Survivors: An Oral History Of The Armenian Genocide
by Donald E. Miller
from University of California Press
Between 1915 and 1923, over one million Armenians died, victims of a genocidal campaign that is still denied by the Turkish government. Thousands of other Armenians suffered torture, brutality, deportation. Yet their story has received scant attention. Through interviews with a hundred elderly Armenians, Donald and Lorna Miller give the "forgotten genocide" the hearing it deserves. Survivors raise important issues about genocide and about how people cope with traumatic experience. Much here is wrenchingly painful, yet it also speaks to the strength of the human spirit.

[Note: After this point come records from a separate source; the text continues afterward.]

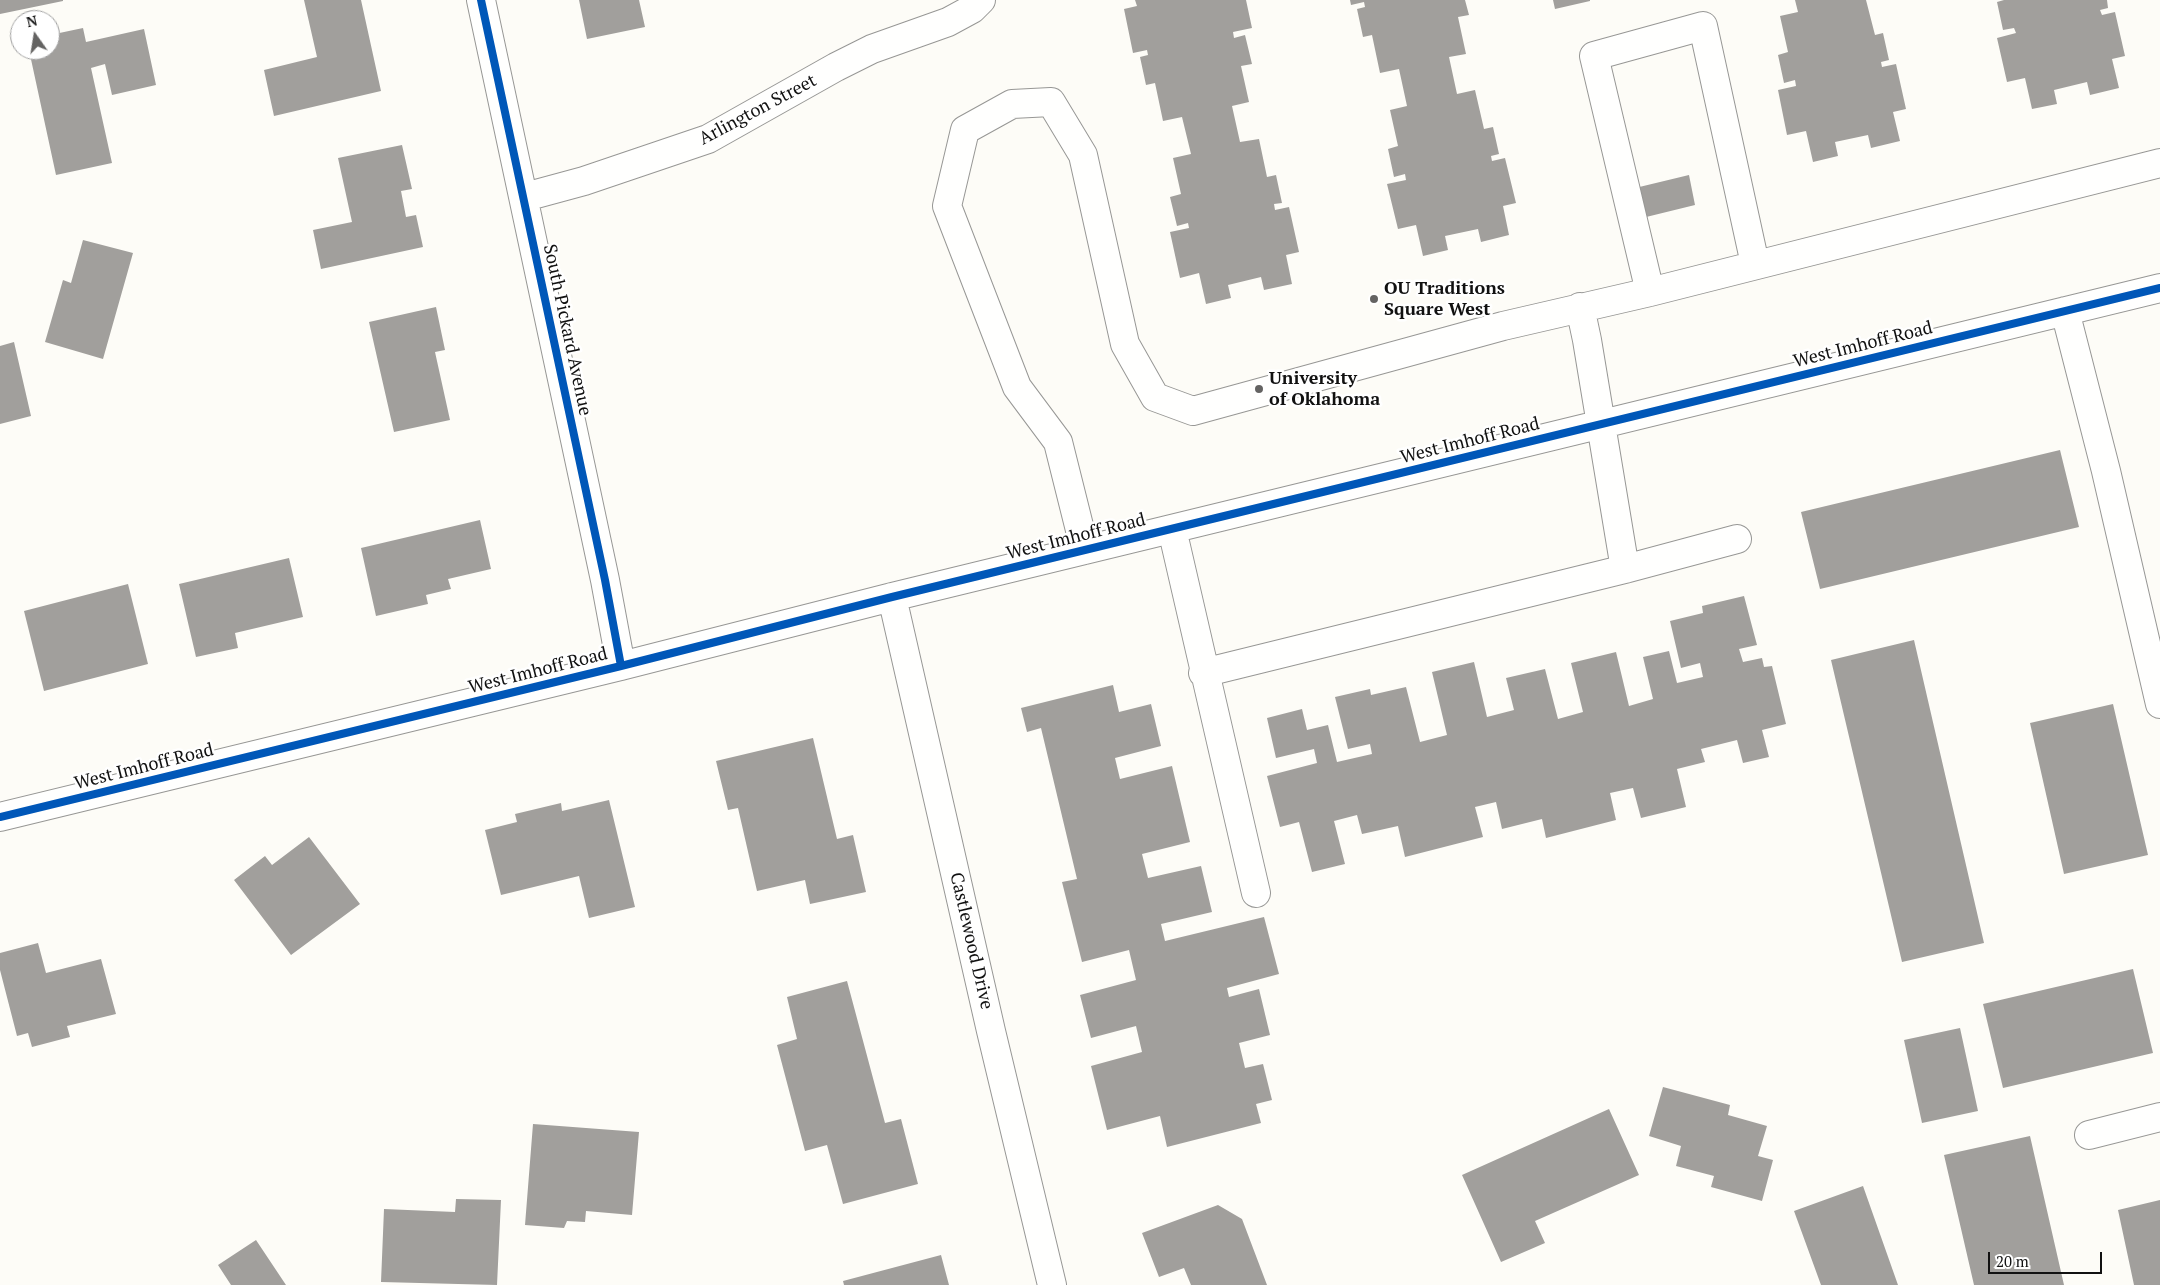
<!DOCTYPE html>
<html>
<head>
<meta charset="utf-8">
<style>
  body { margin:0 }
  #map { position:relative; width:2160px; height:1285px; overflow:hidden; background:#fdfcf7; font-family:"PT Serif",serif }
  canvas { display:block }
  .north { position:absolute; left:10px; top:10px; width:50px; height:50px; box-sizing:border-box; background:#fff; border:1px solid #a0a0a0; border-radius:50%; rotate:347deg; font-size:14px; font-weight:700; line-height:20px; text-align:center; color:#111 }
  .north::after { content:''; display:block; margin:auto; width:18px; height:22px; background:#646362; clip-path:polygon(50% 0,100% 100%,50% 72%,0 100%) }
  .scale { position:absolute; left:1988px; top:1252px; width:114px; height:22px; box-sizing:border-box; border:2px solid #111; border-top:0; padding-left:6px; font-size:15px; line-height:18px; white-space:nowrap; color:#111; -webkit-text-stroke:4px #fff; paint-order:stroke }
</style>
</head>
<body>
<div id="map">
<canvas width="2160" height="1285"></canvas>
<div class="north">N</div>
<div class="scale">20 m</div>
</div>
<script>
const context = document.querySelector('canvas').getContext('2d');
context.lineJoin = 'round';
function paint(path, color) { context.fillStyle = color; context.fill(path, 'evenodd'); }
const poly = rows => new Path2D(rows.map(r => 'M' + r).join(''));
function stroke(path, color, width, dash) { context.strokeStyle = color; context.lineWidth = width; context.lineCap = dash ? 'butt' : 'round'; context.setLineDash(dash || []); context.stroke(path); }
function drawText(font, color, halo, rows, align = 'center') {
  context.font = font + ' "PT Serif",serif'; context.lineWidth = 5; context.setLineDash([]); context.textBaseline = 'middle'; context.strokeStyle = halo; context.fillStyle = color; for (const [text, x, y, turn = 0] of rows) {
    context.save(); context.translate(x, y); context.rotate((+turn || 0) * Math.PI / 180); context.textAlign = isNaN(turn) ? turn : align; if (halo) context.strokeText(text, 0, 0); context.fillText(text, 0, 0); context.restore();
  }
}
const building = poly([
  [0,0,63,0,63,1,0,14],
  [304,0,361,0,381,91,274,116,264,70,317,57],
  [579,0,639,0,645,27,587,39],
  [1135,0,1246,0,1252,28,1233,32,1234,38,1245,35,1252,64,1241,66,1249,102,1232,106,1240,142,1259,139,1267,177,1276,175,1282,203,1274,204,1275,210,1289,207,1299,252,1286,255,1292,284,1264,290,1261,277,1228,285,1231,298,1206,304,1199,273,1180,278,1170,232,1189,228,1188,223,1177,226,1170,197,1181,194,1173,158,1191,154,1182,117,1163,121,1155,83,1146,85,1140,57,1148,55,1147,50,1133,53,1124,9,1137,6],
  [1350,0,1465,0,1469,15,1458,17,1466,54,1449,57,1457,94,1475,90,1484,129,1493,127,1499,154,1491,156,1492,161,1505,158,1516,203,1503,206,1509,235,1481,242,1478,229,1445,236,1448,250,1423,256,1416,225,1398,229,1387,184,1406,180,1405,174,1394,177,1388,149,1398,146,1390,110,1407,106,1399,69,1380,73,1372,35,1363,37,1357,9,1365,7,1364,2,1351,5],
  [1553,0,1590,0,1590,1,1555,9],
  [1795,0,1866,0,1875,35,1883,33,1889,60,1881,62,1882,67,1896,64,1906,109,1893,112,1900,141,1871,148,1868,135,1835,142,1838,156,1813,162,1806,131,1787,135,1778,90,1796,86,1795,80,1784,83,1778,55,1788,52,1780,16,1798,12],
  [2004,0,2107,0,2108,8,2100,10,2102,15,2115,12,2125,56,2112,59,2119,88,2090,95,2087,82,2054,90,2057,104,2032,109,2025,78,2007,82,1997,38,2016,33,2014,28,2003,30,1997,2],
  [83,28,86,42,144,29,156,85,112,95,105,64,91,68,112,163,56,175,29,50,50,50,50,35],
  [402,145,412,189,401,191,406,217,416,215,423,247,321,269,313,230,352,222,338,158],
  [1689,175,1695,205,1638,219,1631,189],
  [83,240,133,253,103,359,45,342,63,280,71,283],
  [436,307,445,350,435,352,450,420,394,432,369,322],
  [14,342,31,416,0,424,0,346],
  [2060,450,2079,527,1820,589,1801,512],
  [480,520,491,569,448,579,451,589,426,595,428,604,376,616,361,548],
  [289,558,303,617,235,633,238,648,196,657,179,584],
  [128,584,148,664,44,691,24,611],
  [1744,596,1757,645,1739,649,1743,662,1762,658,1764,667,1772,666,1786,724,1762,730,1769,757,1743,763,1737,740,1701,749,1705,762,1677,769,1686,807,1641,818,1633,788,1610,793,1616,820,1546,838,1542,819,1502,829,1496,802,1475,807,1483,837,1405,857,1398,826,1362,834,1357,815,1334,821,1345,864,1312,872,1299,822,1280,827,1267,776,1317,763,1314,749,1276,758,1267,718,1302,709,1307,730,1328,725,1337,762,1372,754,1370,744,1348,749,1335,697,1370,689,1371,695,1406,687,1420,742,1447,735,1432,672,1474,662,1487,717,1514,710,1506,678,1545,669,1558,719,1583,712,1571,663,1616,652,1629,706,1653,699,1643,657,1669,651,1677,683,1703,677,1700,663,1681,668,1670,621,1703,613,1702,606],
  [1914,640,1984,943,1902,962,1831,660],
  [1113,685,1119,712,1151,704,1161,746,1115,758,1120,779,1172,766,1190,842,1142,854,1148,878,1201,866,1212,912,1161,924,1165,941,1264,917,1279,974,1227,988,1229,997,1259,989,1270,1035,1239,1043,1245,1068,1263,1064,1272,1100,1256,1104,1261,1123,1167,1147,1160,1116,1107,1130,1091,1066,1142,1052,1136,1026,1091,1038,1080,995,1136,980,1129,950,1082,962,1062,882,1077,879,1041,728,1027,732,1021,708],
  [2113,704,2148,855,2064,874,2030,723],
  [813,738,837,839,853,835,866,892,810,904,805,880,757,891,738,808,728,810,716,761],
  [609,800,635,907,589,918,579,876,501,895,485,830,517,822,515,814,561,803,562,811],
  [309,837,360,904,291,955,234,880,265,856,272,865],
  [38,943,46,973,101,959,116,1014,67,1026,70,1037,32,1047,28,1033,17,1036,0,970,0,953],
  [2133,969,2153,1053,2003,1088,1983,1004],
  [847,981,885,1123,901,1119,918,1184,843,1204,827,1145,805,1151,777,1045,797,1039,787,997],
  [1960,1028,1978,1111,1922,1123,1904,1040],
  [1663,1087,1730,1105,1728,1115,1767,1126,1758,1156,1773,1160,1762,1201,1711,1187,1714,1176,1676,1166,1681,1146,1649,1136],
  [1609,1109,1639,1175,1535,1221,1545,1243,1501,1262,1462,1175],
  [533,1124,639,1132,632,1215,586,1211,585,1222,567,1221,564,1228,525,1225],
  [2030,1136,2064,1285,1974,1285,1944,1155],
  [1863,1186,1898,1285,1821,1285,1794,1211],
  [456,1199,501,1200,497,1285,381,1282,384,1209,455,1212],
  [2160,1200,2160,1285,2134,1285,2118,1210],
  [1218,1205,1242,1219,1267,1285,1191,1285,1184,1268,1159,1277,1142,1233],
  [256,1240,286,1285,231,1285,218,1265],
  [941,1255,949,1285,844,1285,843,1281]
]);
const minor = poly([
  [481,0,605,580,621,666],
  [525,197,584,181,708,139,836,67,872,49,948,22,972,9,981,0],
  [1650,292,1594,56,1703,26,1755,264],
  [1580,307,1587,340,1625,569],
  [2065,311,2106,471,2160,704],
  [1172,529,1256,893],
  [1085,550,1058,442,1017,387,947,206,965,130,1012,104,1051,102,1083,155,1125,344,1155,397,1193,411,1503,326,1650,292,2160,163],
  [892,597,991,1031,1052,1285],
  [1203,673,1625,569,1737,539],
  [0,817,621,666,892,597,2160,288],
  [2089,1135,2160,1117]
]);
const cycleway = poly([
  [481,0,605,580,621,666],
  [0,817,621,666,892,597,2160,288]
]);
const markers = [
  [1374,299,5,"#646362"],
  [1259,389,5,"#646362"]
];
const streetNames = [
  ["Arlington Street",758,110,-28],
  ["South Pickard Avenue",567,330,78],
  ["West Imhoff Road",1863,345,-14],
  ["West Imhoff Road",1470,441,-14],
  ["West Imhoff Road",1076,537,-14],
  ["West Imhoff Road",538,671,-14],
  ["West Imhoff Road",144,767,-14],
  ["Castlewood Drive",971,941,77]
];
const poiNames = [
  ["OU Traditions",1384,289],
  ["Square West",1384,310],
  ["University",1269,379],
  ["of Oklahoma",1269,400]
];
paint(building, '#a19f9c');
stroke(minor, '#979795', 30);
stroke(minor, '#fffffe', 28);
stroke(cycleway, '#0057b8', 8);
for (const [x, y, r, color] of markers) { const dot = new Path2D(); dot.arc(x, y, r, 0, 2 * Math.PI); context.fillStyle = color; context.fill(dot); stroke(dot, '#fff', 2); }
drawText('18px', '#111', '#fff', streetNames);
drawText('bold 18px', '#111', '#fff', poiNames, 'left');
</script>
</body>
</html>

The Great Game of Genocide: Imperialism, Nationalism, and the Destruction of the Ottoman Armenians
by Donald Bloxham
from Oxford University Press, USA
The Great Game of Genocide addresses the origins, development and aftermath of the Armenian genocide in a wide-ranging reappraisal based on primary and secondary sources from all the major parties involved. Rejecting the determinism of many influential studies, and discarding polemics on all sides, it founds its interpretation of the genocide in the interaction between the Ottoman empire in its decades of terminal decline, the self-interested policies of the European imperial powers, and the agenda of some Armenian nationalists in and beyond Ottoman territory. Particular attention is paid to the international context of the process of ethnic polarization that culminated in the massive destruction of 1912-23, and especially the obliteration of the Armenian community in 1915-16.
The opening chapters of the book examine the relationship between the great power politics of the 'eastern question' from 1774, the narrower politics of the 'Armenian question' from the mid-nineteenth century, and the internal Ottoman questions of reforming the complex social and ethnic order under intense external pressure. Later chapters include detailed case studies of the role of Imperial Germany during the First World War (reaching conclusions markedly different to the prevailing orthodoxy of German complicity in the genocide); the wartime Entente and then the uncomfortable postwar Anglo-French axis; and American political interest in the Middle East in the interwar period which led to a policy of refusing to recognize the genocide. The book concludes by explaining the ongoing international denial of the genocide as an extension of the historical 'Armenian question', with many of the same considerations governing modern European-American-Turkish interaction as existed prior to the First World War.
From Empire to Republic: Turkish Nationalism and the Armenian Genocide
by Taner Akçam
from Zed Books
Never Again, Again, Again...: Genocide: Armenia, The Holocaust, Cambodia, Rwanda, Bosnia, Darfur
by Lane H. Montgomery
from Ruder Finn Press, Inc.
A powerful photographic essay with text on the six major genocides of the 20th and 21st centuries: Armenia, the Holocaust, Cambodia, Bosnia-Herzegovina, Rwanda and Darfur. More than a chronicle of dates and death tolls, it gives a personal history of victims, perpetrators and consequences. With texts by Terry George, Dr. Richard Hovannisian, Amb. James Rosenthal, et. al.